Gwadar Development Authority

Agency overview
- Formed: March 2003; 22 years ago
- Headquarters: Gwadar, Pakistan
- Chairman responsible: Chief Minister Balochistan;
- Parent agency: Government of Balochistan
- Website: www.gda.gov.pk

= Gwadar Development Authority =

Public Corporation in Gwadar, Pakistan

Gwadar Development Authority (GDA;Urdu: گوادر ڈویلپمنٹ اتھارٹی) is a public and government sector corporation responsible for providing municipal services in Gwadar City (Southwestern Arabian Sea Coastline of Pakistan), established in October 2003, to improve, enhancement and implement the master plan for Gwadar city.

== History ==
Starting of work on the Gwadar Port in March 2002, it was expected that there will be a massive growth in Gwadar town and their suburb areas. In order to manage and regulate this huge growth rate, a Gwadar Master Plan was introduced. The Gwadar Development Authority (GDA) was established in October 2003 to improve, enhancement and implement and regulate the Master Plan, which formally suggested only the land use in Gwadar city. After the establishment of the GDA Authority, the internal road network in the city, residential and commercial land zoning, and the vision and mission for the future of Gwadar was developed and finalized.
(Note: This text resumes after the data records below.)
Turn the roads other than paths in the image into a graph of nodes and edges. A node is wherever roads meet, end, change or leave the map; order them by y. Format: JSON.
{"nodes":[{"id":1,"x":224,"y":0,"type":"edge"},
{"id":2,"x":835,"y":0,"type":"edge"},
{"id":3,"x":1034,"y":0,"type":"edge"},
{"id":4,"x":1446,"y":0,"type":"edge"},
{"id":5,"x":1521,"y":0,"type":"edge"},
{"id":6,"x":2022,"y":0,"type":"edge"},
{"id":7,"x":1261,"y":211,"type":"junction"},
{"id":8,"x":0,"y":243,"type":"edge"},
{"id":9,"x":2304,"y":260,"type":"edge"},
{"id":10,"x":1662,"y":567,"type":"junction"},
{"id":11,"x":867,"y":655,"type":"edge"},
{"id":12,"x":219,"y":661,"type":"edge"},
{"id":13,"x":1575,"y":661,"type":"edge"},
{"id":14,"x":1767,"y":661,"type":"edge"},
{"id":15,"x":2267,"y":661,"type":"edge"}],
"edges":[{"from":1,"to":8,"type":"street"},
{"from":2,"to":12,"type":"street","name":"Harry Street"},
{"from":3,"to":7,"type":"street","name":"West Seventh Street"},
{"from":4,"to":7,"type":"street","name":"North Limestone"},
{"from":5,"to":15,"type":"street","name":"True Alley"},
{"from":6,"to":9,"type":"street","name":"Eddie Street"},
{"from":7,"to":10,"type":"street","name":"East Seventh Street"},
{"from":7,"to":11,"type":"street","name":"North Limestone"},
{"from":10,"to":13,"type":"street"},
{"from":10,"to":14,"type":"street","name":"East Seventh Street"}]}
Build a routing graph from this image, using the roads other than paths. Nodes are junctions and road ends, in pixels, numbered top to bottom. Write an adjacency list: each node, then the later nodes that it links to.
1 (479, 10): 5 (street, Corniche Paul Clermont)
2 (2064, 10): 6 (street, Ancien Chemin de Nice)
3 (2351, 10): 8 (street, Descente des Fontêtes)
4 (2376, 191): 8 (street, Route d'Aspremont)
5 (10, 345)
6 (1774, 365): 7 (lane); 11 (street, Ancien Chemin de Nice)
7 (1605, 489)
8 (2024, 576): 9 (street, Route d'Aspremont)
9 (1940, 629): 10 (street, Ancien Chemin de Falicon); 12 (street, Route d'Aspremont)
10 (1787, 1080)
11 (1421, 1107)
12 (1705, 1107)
== List of Directorates ==
- Directorate of Town Planning
- Directorate of Environment
- Directorate of Administration
- Directorate of Finance and Account
- Directorate of Estate and Land Management

== Wings ==
- Planning Wing
- Registration Wing
- GIS Wing
- Survey Wing
- Agricultural Wing
- Air Quality Wing
- Municipal Wing
- Administration Wing
- I.T Wing
- HRM Wing
- Legal Wing
- Transport Wing
- Staff Welfare Wing
- Building Wing
- Electrical Wing
- Design Section Wing
- Road Section Wing
- Land Revenue Wing
- Land Management Wing
- Auditing Wing
- Record Section Wing

== Services & Incentives ==
GDA is committed to develop Gwadar town and its suburb areas as one of the modern cities and a first-class residential and commercial area of Pakistan and around the world. There isn't a single piece of land owned by the government, so GDA is only a managerial body that:
- Manage the used land and Implement the Master Plan.
- Monitor the public and private schemes and projects daily basis until completion.
- Provide all the facilities that mentioned in the Master Plan to Public.
- Economic Free Zone across Gwadar city.
- Subsidized Electricity for Gwadar city.
- 5 Roads that connecti Gwadar city with other neighbor Asian countries like Afghanistan, China and India, and countries in Central Asia.